И оттого, что автор заставляет нас на протяжении всего романа так много чувствовать, думать и воображать, мы не пропускаем в тексте ни одного слова, мы жадно ловим каждое движение действующих лиц, стараясь предугадать повороты их судеб.

По сложным, внутренне логичным, но в то же время не поддающимся расчетливому предвидению законам развиваются судьбы героев в повестях Чехова «Дуэль», «Рассказ неизвестного человека», «Три года».

А попробуйте заранее угадать, как и куда поведет вас М. Горький в любом из своих рассказов из цикла «По Руси», в «Отшельнике» или в «Рассказе о безответной любви».

Да и в нашем современном искусстве можно найти немало повестей, поэм, кинокартин, которые дают возможность читателю и зрителю быть полноправными участниками той реальности, которую создает художник.
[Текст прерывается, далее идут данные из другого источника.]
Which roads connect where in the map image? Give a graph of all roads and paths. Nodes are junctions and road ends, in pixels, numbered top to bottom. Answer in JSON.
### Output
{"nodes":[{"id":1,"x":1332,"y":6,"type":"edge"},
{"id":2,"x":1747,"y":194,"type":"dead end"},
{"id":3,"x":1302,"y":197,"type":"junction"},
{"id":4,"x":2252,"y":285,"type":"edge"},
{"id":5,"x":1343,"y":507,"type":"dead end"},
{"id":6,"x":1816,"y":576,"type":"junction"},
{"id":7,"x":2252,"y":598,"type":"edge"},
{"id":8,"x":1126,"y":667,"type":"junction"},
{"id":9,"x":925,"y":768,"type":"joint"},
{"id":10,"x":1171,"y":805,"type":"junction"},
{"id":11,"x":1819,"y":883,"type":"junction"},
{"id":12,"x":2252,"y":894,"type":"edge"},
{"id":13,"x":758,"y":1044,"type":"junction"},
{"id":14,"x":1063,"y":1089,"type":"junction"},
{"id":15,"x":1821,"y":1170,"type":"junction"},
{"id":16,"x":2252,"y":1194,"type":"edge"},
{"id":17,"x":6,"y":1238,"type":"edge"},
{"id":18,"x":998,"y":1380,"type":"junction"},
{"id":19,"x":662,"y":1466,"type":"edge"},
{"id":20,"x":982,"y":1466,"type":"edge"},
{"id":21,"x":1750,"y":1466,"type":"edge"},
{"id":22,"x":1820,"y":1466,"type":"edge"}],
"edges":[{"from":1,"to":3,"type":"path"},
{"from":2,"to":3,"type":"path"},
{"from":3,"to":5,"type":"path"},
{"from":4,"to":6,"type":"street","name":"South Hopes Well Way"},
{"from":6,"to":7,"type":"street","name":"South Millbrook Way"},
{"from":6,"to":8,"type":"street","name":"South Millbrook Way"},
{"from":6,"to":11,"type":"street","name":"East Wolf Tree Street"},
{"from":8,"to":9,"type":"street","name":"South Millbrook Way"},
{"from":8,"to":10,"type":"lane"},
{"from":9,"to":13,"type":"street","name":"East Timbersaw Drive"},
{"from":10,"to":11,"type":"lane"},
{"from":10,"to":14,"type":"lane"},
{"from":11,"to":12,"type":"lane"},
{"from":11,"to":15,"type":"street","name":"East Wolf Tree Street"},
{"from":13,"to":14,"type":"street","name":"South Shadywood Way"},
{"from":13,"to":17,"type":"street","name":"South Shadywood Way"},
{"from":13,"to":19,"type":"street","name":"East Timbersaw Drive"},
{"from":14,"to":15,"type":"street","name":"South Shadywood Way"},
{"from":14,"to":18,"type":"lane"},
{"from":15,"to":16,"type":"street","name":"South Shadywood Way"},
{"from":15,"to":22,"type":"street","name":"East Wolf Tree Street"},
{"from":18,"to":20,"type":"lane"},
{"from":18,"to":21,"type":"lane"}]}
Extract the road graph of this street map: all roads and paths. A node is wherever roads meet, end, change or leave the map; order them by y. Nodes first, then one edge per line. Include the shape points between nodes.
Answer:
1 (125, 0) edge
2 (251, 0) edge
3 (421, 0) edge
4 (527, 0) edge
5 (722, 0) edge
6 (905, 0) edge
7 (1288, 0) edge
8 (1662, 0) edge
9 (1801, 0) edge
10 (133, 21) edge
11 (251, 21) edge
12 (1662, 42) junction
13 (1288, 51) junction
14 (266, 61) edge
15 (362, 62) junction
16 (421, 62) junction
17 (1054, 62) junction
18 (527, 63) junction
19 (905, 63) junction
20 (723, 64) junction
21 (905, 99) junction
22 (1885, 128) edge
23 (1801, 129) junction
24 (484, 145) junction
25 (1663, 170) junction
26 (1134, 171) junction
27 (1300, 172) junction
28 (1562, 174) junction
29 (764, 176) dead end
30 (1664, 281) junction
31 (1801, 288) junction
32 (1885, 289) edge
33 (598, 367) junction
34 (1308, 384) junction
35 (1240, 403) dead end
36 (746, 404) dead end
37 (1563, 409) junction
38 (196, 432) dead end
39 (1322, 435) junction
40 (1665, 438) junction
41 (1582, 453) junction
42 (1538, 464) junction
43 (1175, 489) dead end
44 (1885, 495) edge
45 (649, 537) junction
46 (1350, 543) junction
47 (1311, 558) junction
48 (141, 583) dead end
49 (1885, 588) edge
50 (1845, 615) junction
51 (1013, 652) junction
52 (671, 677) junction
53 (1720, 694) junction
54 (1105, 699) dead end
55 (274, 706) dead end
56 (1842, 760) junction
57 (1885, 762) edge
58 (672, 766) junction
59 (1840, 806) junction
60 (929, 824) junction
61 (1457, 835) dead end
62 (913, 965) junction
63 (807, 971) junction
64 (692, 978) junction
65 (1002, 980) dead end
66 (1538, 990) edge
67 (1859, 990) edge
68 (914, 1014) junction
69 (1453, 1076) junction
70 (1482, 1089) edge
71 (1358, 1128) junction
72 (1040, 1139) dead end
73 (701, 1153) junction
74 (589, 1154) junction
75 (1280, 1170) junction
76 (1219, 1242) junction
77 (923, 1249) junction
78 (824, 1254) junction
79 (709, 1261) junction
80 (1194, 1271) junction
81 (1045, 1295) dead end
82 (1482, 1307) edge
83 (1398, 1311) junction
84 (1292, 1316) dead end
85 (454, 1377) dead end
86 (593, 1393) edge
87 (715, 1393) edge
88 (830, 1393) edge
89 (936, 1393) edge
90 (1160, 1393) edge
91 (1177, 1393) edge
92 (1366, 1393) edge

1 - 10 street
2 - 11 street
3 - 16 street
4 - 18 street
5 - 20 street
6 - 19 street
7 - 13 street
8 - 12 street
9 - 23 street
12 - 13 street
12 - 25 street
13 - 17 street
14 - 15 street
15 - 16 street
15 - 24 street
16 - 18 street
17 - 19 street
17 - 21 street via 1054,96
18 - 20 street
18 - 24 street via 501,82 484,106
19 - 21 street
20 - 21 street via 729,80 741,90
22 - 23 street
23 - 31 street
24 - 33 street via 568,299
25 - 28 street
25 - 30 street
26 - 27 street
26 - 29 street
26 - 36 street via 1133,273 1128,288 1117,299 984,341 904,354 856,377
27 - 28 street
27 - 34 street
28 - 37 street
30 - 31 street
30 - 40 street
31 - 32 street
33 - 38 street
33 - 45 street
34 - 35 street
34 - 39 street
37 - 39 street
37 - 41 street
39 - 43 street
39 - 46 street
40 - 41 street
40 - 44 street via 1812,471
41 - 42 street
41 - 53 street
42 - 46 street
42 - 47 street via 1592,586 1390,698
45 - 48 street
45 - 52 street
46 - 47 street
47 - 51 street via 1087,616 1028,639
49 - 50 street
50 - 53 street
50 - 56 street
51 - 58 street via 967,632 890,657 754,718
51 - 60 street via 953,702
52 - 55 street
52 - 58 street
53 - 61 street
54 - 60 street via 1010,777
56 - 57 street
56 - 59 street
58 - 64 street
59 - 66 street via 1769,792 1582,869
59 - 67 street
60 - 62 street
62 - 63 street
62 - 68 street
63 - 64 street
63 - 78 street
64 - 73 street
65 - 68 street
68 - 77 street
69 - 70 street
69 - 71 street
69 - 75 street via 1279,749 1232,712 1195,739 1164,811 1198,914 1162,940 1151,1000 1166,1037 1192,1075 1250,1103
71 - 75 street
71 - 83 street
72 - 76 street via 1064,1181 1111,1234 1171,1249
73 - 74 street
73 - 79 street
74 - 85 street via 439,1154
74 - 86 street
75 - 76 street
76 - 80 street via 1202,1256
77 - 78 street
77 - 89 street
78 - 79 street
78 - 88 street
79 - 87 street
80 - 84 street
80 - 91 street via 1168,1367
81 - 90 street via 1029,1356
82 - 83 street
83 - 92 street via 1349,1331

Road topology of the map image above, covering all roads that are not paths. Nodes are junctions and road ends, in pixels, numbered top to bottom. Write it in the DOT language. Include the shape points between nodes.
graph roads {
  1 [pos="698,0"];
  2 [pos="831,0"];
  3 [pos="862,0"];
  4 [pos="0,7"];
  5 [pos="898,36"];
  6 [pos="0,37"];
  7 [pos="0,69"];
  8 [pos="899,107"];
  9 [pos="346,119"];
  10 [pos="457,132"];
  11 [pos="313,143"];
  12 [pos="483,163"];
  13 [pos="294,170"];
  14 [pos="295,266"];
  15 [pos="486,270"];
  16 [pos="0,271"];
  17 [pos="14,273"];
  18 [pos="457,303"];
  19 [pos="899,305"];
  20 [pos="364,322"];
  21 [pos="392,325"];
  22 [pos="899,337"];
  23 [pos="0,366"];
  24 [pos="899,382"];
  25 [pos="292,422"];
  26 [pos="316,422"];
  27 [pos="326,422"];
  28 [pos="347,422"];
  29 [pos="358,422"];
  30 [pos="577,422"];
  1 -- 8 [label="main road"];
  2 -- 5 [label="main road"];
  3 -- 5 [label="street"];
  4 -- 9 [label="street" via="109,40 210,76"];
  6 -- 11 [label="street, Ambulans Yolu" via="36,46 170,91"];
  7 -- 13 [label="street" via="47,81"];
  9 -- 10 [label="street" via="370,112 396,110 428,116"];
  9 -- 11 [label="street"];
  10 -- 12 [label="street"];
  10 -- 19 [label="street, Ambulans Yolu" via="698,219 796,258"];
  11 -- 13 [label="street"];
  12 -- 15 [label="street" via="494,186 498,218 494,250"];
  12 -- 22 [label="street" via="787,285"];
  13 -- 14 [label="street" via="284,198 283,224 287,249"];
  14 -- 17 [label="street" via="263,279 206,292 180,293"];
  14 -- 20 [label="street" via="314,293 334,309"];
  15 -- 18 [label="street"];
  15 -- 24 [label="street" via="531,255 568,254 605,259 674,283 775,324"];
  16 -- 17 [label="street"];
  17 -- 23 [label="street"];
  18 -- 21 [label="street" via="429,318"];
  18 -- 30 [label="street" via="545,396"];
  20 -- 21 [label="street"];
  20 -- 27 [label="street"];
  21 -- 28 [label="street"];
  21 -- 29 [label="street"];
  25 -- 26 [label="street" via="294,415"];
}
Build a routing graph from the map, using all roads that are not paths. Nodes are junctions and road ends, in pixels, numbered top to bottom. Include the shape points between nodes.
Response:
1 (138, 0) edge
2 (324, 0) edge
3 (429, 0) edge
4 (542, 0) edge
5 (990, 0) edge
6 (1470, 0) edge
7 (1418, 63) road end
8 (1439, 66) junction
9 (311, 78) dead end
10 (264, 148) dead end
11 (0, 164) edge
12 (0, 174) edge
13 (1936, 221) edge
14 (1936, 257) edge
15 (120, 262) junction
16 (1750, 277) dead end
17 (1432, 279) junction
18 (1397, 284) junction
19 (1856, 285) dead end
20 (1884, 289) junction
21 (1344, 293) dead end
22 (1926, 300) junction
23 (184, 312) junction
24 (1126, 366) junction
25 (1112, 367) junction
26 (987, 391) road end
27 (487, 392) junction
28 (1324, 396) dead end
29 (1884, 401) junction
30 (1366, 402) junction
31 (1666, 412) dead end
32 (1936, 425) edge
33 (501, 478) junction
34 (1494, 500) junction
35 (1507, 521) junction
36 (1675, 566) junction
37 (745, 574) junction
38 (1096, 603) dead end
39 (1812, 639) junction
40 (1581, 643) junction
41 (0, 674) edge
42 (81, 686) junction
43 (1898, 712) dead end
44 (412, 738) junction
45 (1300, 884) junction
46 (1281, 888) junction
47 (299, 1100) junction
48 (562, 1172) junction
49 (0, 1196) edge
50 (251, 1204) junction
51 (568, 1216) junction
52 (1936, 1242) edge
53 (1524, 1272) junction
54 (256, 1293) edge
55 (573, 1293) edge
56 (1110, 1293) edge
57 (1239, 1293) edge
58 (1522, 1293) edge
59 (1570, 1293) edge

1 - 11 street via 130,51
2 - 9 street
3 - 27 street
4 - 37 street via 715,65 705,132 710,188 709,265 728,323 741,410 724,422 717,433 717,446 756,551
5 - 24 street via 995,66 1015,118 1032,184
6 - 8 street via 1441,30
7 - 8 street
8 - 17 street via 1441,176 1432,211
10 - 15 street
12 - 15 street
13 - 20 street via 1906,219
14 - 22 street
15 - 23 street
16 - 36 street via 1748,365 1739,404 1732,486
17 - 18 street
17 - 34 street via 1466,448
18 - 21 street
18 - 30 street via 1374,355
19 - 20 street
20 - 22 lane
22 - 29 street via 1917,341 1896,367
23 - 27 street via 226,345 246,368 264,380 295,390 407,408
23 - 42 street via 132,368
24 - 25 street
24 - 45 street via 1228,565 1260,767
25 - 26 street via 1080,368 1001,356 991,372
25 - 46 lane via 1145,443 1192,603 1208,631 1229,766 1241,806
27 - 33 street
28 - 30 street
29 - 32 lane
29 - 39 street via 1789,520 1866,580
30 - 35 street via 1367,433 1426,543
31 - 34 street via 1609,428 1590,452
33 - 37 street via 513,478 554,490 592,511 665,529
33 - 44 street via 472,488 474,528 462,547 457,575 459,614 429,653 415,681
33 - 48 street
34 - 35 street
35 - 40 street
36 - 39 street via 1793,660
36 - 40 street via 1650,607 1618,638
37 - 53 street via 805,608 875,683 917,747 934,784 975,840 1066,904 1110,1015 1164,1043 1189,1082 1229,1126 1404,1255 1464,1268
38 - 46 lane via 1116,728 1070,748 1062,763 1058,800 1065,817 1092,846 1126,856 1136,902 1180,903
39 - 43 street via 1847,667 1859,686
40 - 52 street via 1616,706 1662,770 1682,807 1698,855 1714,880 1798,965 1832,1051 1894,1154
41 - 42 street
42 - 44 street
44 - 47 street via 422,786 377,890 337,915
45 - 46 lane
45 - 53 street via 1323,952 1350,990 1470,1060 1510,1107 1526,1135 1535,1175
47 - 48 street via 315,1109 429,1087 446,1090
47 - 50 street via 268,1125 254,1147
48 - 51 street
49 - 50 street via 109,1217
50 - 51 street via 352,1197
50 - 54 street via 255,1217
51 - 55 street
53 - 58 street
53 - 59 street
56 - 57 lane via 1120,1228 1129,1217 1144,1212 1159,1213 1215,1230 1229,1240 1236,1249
Сложен и противоречив путь Григория Мелехова. Трудно предопределить — несмотря на всю их закономерность — повороты судеб героев «Хождения по мукам». На протяжении всей стихотворной повести, от первой строки до последней, ищет «страну Муравию» Никита Моргунок, и вместе с ним бродит по «тысяче путей и тысяче дорог» читатель, деля с героем поэмы раздумья и тревоги.

Однако и до сих пор еще в нашей беллетристике и поэзии не перевелись «маршрутные» автомобили, которые везут читателя не только к заранее намеченной цели, но и по заранее определенной трассе, не сулящей ничего нового, неожиданного и непредвиденного.

Читателю и его фантазии на такой наезженной дороге делать нечего.

И сам автор в процессе подобного писания вряд ли может найти или открыть что-либо ценное и значительное для себя, для жизни, для искусства. В сущности говоря, такие легкие дороги проходят мимо жизни и мимо искусства.

Читатель получает лишь тот капитал, который вложен в труд автором. Если во время работы не было затрачено ни настоящих мыслей, ни подлинных чувств, ни запаса живых и точных наблюдений, — не будет работать и воображение читателя. Он останется равнодушен, а если и расшевелится на один день, то завтра же забудет свое кратковременное увлечение.

Когда поднимается занавес в театре или раскрывается книга, зритель или читатель искренне расположен верить автору и актеру. Ведь для того-то он и пришел в театр или раскрыл книгу, чтобы верить. И не его вина, если он теряет доверие к спектаклю или книге, а иной раз, по вине спектакля и книги, к театру и литературе.

Зритель готов предаться скептицизму, может потерять доверие к приклеенным бородам и нарисованным лесам, если в считанные минуты спектакля он не занят внутренне, не следит за развитием сюжета, за разрешением жизненной проблемы, если он не взволнован и не заинтересован. Следя за взаимоотношениями действующих лиц, зритель забывает, что они сочиненные, вымышленные. Он плачет над трагической судьбой полюбившихся ему героев, он радуется победе добра и справедливости. Но фальшь, банальность или невыразительность того, что происходит на сцене, сразу же заставляют его насторожиться, превращают актеров в жалких комедиантов, обнажают всю дешевую бутафорию сценической обстановки.

У зрителя не должно оставаться ни секунды времени на сомнения!

Мысли о словах

Писатель должен чувствовать возраст каждого слова. Он может свободно пользоваться словами и словечками, недавно и ненадолго вошедшими в нашу устную речь, если умеет отличать эту мелкую разменную монету от слов и оборотов речи, входящих в основной — золотой — фонд языка.

Каждое поколение вносит в словарь свои находки — подлинные или мнимые. Одни слова язык усыновляет, другие отвергает.

Но и в тех словах, которые накрепко вросли в словарь, литератору следует разбираться точно и тонко.